● **RECORDS SUPPLIED**

———

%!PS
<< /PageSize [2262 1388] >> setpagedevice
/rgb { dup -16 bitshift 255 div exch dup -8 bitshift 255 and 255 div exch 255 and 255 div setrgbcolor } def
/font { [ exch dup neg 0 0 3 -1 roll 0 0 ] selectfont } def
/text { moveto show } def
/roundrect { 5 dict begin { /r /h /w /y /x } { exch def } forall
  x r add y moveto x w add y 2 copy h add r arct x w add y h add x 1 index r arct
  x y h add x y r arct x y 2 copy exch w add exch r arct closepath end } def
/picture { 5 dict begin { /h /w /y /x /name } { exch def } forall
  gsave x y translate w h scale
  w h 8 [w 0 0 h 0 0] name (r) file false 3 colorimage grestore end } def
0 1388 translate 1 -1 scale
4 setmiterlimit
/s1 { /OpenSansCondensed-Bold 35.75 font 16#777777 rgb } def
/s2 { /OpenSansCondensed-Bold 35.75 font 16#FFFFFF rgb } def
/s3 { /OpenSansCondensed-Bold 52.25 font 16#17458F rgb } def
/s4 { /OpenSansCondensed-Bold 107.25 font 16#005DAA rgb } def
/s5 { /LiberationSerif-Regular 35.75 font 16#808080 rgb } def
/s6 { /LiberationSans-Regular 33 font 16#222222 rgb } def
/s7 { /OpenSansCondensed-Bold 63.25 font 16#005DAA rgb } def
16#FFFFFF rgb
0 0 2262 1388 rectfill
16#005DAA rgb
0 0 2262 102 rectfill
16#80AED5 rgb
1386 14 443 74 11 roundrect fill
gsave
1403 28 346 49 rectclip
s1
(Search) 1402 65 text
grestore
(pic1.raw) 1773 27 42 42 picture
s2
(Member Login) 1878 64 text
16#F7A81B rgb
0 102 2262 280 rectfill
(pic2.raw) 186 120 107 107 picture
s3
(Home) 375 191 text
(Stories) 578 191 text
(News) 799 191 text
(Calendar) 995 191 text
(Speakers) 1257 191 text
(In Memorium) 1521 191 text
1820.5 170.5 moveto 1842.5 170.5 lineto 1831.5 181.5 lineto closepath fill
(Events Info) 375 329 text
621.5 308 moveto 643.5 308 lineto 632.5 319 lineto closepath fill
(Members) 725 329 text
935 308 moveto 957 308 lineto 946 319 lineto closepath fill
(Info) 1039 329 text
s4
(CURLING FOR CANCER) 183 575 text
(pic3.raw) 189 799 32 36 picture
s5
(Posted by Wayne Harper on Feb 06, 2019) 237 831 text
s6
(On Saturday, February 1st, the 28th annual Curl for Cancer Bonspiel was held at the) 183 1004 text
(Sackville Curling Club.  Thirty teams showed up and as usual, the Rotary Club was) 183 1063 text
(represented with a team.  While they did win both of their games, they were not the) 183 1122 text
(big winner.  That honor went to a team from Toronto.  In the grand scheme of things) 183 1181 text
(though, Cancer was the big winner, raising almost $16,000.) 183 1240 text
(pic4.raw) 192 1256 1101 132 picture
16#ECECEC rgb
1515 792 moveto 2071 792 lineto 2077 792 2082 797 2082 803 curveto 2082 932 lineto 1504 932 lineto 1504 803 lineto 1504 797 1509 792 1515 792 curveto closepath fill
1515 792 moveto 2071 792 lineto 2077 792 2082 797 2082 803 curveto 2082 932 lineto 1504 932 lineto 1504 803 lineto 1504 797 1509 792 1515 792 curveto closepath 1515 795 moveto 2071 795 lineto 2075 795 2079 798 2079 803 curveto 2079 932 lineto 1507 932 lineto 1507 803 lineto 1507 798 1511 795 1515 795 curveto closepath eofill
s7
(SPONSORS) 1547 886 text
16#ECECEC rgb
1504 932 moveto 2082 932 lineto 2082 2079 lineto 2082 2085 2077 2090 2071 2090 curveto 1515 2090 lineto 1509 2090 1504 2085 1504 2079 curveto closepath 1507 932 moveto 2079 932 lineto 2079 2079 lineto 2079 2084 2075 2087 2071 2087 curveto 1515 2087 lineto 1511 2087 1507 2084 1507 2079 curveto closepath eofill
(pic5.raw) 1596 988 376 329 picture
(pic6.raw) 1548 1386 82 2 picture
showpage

———

● **ABOUT THIS TASK**
Show every line of the entries above where the word "scale" occurs.

● **TASK SOLUTION**
  gsave x y translate w h scale
0 1388 translate 1 -1 scale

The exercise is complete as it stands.